[Stored entries]
----
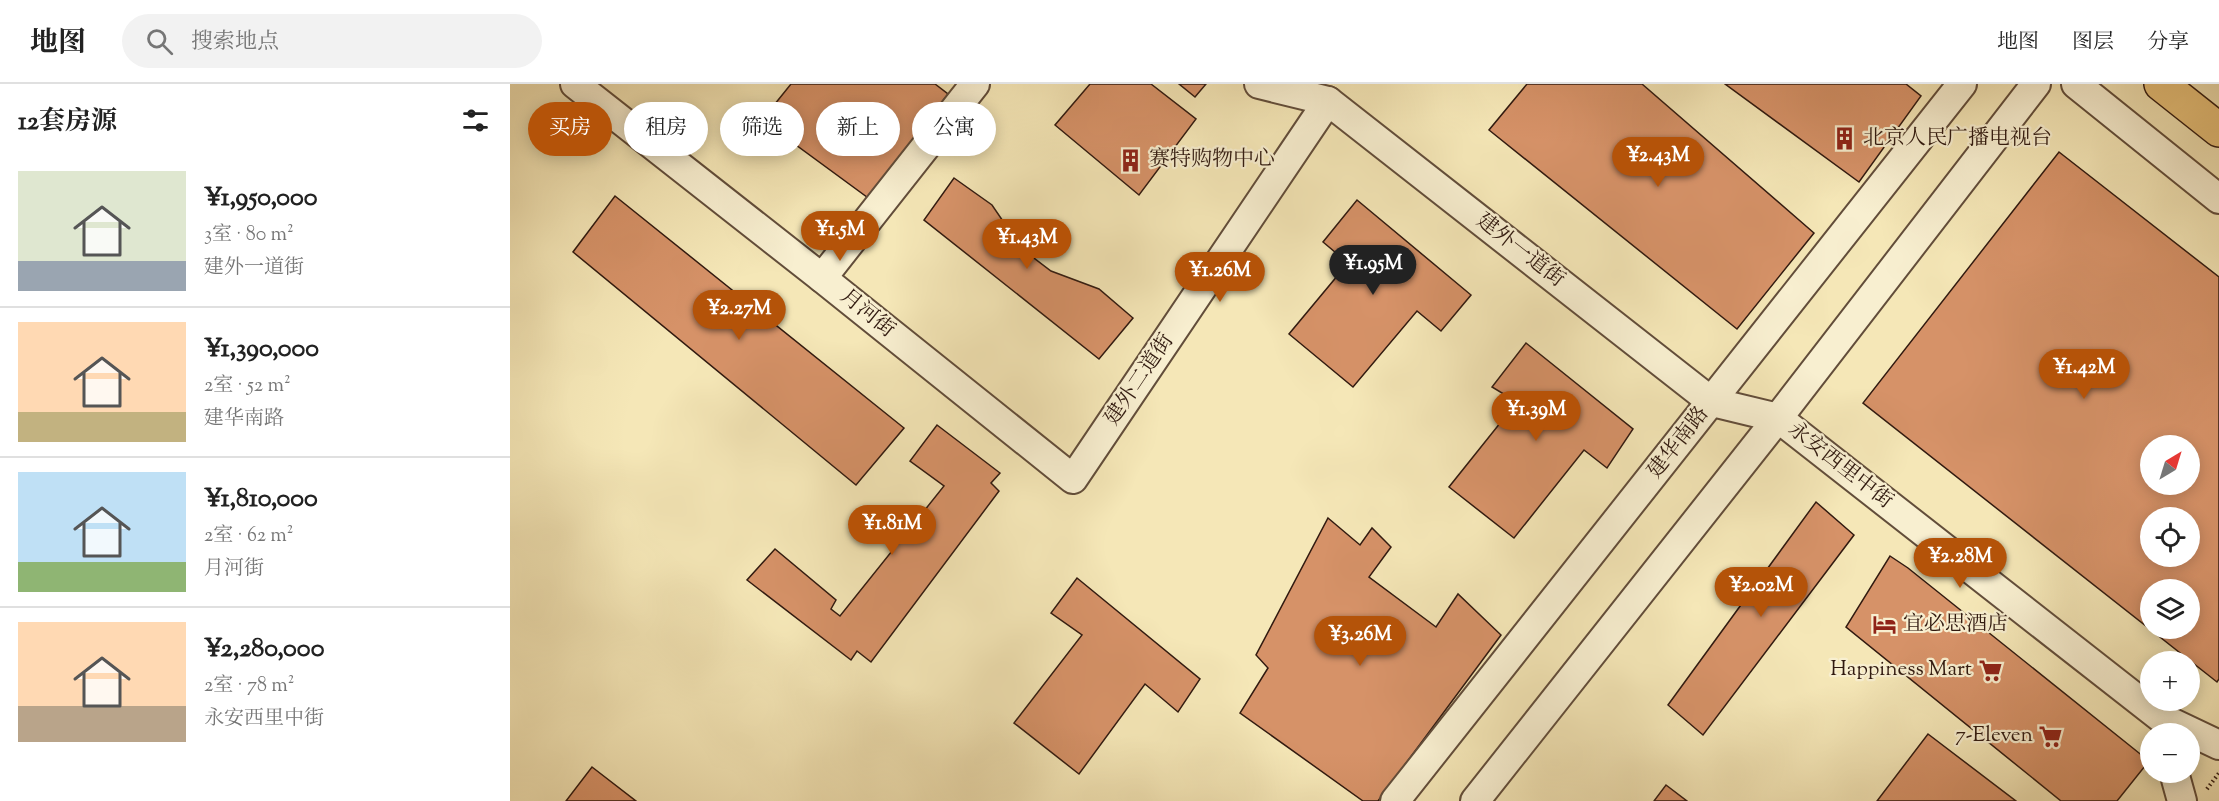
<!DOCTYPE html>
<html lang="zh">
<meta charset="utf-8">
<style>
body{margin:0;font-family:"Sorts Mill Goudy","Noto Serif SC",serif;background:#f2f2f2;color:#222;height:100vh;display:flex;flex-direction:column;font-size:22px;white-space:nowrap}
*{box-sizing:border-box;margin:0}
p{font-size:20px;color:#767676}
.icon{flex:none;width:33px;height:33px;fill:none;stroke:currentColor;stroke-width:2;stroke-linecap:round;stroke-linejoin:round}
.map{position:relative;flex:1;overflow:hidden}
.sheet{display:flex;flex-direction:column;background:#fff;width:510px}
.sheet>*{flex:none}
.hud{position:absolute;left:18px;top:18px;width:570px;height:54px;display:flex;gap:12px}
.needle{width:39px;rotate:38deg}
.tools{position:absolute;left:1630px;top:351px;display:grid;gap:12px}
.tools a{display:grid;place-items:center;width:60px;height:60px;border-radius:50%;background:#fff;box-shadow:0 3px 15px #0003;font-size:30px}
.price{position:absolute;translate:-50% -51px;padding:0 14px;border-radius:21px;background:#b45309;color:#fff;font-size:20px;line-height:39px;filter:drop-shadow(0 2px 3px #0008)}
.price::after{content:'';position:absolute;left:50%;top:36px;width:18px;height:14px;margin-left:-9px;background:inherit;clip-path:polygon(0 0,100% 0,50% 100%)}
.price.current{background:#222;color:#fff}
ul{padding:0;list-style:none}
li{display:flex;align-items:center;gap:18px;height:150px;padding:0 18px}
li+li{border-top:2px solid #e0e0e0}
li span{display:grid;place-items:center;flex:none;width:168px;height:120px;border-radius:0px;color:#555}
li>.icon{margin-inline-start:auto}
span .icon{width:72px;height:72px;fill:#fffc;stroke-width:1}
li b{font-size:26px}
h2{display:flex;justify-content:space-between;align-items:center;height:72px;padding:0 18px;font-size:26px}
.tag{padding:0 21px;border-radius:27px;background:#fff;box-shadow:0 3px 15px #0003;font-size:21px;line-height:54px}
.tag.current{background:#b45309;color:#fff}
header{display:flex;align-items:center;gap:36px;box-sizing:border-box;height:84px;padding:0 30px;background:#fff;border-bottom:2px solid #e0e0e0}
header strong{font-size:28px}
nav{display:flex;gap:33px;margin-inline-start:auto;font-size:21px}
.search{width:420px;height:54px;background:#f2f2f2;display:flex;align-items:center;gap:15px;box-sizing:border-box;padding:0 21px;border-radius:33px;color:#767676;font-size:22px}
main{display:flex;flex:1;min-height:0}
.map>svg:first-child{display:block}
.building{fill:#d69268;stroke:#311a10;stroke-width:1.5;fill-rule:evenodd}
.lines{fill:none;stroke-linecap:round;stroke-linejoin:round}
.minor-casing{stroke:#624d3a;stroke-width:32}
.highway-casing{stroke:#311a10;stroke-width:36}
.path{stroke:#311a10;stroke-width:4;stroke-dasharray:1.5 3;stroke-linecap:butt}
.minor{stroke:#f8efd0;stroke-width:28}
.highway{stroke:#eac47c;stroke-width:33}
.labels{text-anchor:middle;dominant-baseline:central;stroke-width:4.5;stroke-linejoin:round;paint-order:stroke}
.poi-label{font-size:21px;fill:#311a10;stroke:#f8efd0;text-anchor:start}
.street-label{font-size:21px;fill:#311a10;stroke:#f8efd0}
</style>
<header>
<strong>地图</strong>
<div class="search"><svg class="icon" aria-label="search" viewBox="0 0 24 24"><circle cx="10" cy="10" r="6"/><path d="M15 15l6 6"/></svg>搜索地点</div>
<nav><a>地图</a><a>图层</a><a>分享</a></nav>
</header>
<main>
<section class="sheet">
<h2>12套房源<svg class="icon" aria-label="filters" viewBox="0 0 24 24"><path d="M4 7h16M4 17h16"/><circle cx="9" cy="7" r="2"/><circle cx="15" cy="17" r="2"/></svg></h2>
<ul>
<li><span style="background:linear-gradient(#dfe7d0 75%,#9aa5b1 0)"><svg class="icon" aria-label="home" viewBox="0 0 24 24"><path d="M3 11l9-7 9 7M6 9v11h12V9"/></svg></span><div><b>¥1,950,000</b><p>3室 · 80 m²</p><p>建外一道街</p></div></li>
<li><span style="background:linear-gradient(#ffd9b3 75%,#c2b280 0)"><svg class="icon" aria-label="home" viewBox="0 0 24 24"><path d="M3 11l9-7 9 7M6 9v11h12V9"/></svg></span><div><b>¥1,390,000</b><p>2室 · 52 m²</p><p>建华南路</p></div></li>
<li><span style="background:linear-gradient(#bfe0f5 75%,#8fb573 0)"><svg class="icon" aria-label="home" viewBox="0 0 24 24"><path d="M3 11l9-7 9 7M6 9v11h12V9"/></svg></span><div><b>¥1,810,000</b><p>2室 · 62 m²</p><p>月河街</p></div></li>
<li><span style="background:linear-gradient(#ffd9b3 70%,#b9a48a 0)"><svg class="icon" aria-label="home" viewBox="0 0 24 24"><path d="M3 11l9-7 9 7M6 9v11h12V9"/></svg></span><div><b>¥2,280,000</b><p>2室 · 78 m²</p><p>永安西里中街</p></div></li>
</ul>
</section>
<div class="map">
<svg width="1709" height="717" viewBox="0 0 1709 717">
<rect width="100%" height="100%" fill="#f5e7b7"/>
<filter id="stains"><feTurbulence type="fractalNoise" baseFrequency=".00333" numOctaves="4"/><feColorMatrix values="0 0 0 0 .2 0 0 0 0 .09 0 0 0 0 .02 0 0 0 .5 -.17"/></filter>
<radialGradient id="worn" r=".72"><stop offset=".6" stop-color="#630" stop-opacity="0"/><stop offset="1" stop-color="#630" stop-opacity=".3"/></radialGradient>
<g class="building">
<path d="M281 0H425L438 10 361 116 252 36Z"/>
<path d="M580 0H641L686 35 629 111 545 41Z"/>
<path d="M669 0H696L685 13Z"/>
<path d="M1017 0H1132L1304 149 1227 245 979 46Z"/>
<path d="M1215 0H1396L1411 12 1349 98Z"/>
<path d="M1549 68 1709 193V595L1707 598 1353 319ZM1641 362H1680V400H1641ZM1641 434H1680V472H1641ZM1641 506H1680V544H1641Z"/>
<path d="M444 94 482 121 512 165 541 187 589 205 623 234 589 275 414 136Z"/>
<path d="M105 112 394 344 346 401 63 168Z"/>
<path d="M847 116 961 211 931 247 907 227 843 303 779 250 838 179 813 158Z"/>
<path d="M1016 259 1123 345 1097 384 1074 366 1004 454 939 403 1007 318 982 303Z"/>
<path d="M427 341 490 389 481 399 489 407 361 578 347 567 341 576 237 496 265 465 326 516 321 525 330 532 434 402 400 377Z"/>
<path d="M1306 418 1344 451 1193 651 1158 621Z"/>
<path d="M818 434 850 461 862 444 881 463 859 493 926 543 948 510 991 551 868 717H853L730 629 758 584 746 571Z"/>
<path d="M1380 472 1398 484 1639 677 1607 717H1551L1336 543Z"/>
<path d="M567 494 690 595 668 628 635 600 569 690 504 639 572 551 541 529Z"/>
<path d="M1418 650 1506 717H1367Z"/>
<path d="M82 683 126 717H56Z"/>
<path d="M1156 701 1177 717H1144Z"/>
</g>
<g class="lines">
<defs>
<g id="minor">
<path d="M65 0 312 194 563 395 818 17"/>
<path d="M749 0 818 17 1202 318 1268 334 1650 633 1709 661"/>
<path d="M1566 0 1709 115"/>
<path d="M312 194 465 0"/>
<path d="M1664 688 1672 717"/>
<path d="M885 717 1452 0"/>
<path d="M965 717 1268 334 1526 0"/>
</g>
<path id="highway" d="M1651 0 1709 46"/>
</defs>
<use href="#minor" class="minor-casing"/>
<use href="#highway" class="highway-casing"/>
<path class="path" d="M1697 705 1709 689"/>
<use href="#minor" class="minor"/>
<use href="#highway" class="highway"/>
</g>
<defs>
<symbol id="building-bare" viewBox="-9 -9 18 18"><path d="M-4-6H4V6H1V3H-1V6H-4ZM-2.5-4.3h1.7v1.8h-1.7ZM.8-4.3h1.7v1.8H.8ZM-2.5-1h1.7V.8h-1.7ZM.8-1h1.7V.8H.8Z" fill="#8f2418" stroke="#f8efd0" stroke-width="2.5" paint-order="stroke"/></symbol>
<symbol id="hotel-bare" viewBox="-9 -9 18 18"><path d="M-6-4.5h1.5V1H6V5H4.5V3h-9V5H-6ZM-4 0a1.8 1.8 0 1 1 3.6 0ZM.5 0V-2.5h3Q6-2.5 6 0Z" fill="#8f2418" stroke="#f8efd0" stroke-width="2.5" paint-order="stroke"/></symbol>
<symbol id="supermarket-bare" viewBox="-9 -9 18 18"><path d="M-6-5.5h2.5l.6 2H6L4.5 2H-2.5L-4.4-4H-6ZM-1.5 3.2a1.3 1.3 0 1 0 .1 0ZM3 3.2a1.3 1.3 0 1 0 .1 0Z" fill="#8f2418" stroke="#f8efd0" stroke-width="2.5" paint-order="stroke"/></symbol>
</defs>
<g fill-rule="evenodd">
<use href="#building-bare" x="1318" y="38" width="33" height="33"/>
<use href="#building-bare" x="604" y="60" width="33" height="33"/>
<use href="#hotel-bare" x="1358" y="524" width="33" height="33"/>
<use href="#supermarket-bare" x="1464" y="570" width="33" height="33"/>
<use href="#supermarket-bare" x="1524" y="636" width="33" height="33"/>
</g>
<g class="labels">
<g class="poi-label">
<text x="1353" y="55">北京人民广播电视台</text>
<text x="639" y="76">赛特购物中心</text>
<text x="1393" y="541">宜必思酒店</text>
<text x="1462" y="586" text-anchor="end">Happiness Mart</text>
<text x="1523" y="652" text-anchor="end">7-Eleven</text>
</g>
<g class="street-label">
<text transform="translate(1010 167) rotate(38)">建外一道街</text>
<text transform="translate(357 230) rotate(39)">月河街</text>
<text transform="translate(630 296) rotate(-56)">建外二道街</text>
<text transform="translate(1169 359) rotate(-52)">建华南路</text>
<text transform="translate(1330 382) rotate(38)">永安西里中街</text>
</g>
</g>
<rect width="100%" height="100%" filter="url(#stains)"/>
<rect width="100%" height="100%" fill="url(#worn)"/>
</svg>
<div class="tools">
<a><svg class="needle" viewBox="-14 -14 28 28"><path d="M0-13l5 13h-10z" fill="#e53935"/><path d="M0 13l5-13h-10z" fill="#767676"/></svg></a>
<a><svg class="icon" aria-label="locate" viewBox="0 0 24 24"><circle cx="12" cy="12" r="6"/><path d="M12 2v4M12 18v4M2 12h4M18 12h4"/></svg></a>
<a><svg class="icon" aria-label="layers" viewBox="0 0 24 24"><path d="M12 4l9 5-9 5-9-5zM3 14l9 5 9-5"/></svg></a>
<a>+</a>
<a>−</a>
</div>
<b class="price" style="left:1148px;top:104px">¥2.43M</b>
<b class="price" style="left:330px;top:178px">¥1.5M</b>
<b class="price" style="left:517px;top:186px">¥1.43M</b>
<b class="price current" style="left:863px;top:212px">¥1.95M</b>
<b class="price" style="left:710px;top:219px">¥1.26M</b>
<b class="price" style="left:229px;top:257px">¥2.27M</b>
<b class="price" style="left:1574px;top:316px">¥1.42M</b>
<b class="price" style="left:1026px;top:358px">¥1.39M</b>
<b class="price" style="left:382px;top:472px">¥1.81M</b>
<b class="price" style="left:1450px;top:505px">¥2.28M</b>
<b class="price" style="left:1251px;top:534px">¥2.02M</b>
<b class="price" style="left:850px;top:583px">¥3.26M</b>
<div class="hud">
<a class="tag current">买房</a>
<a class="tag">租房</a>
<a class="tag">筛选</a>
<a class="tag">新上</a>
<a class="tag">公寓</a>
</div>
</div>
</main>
----
### THE TASK:
In the entries above, find every line with the word "worn" and list it.

### RESPONSE BOX:
<radialGradient id="worn" r=".72"><stop offset=".6" stop-color="#630" stop-opacity="0"/><stop offset="1" stop-color="#630" stop-opacity=".3"/></radialGradient>
<rect width="100%" height="100%" fill="url(#worn)"/>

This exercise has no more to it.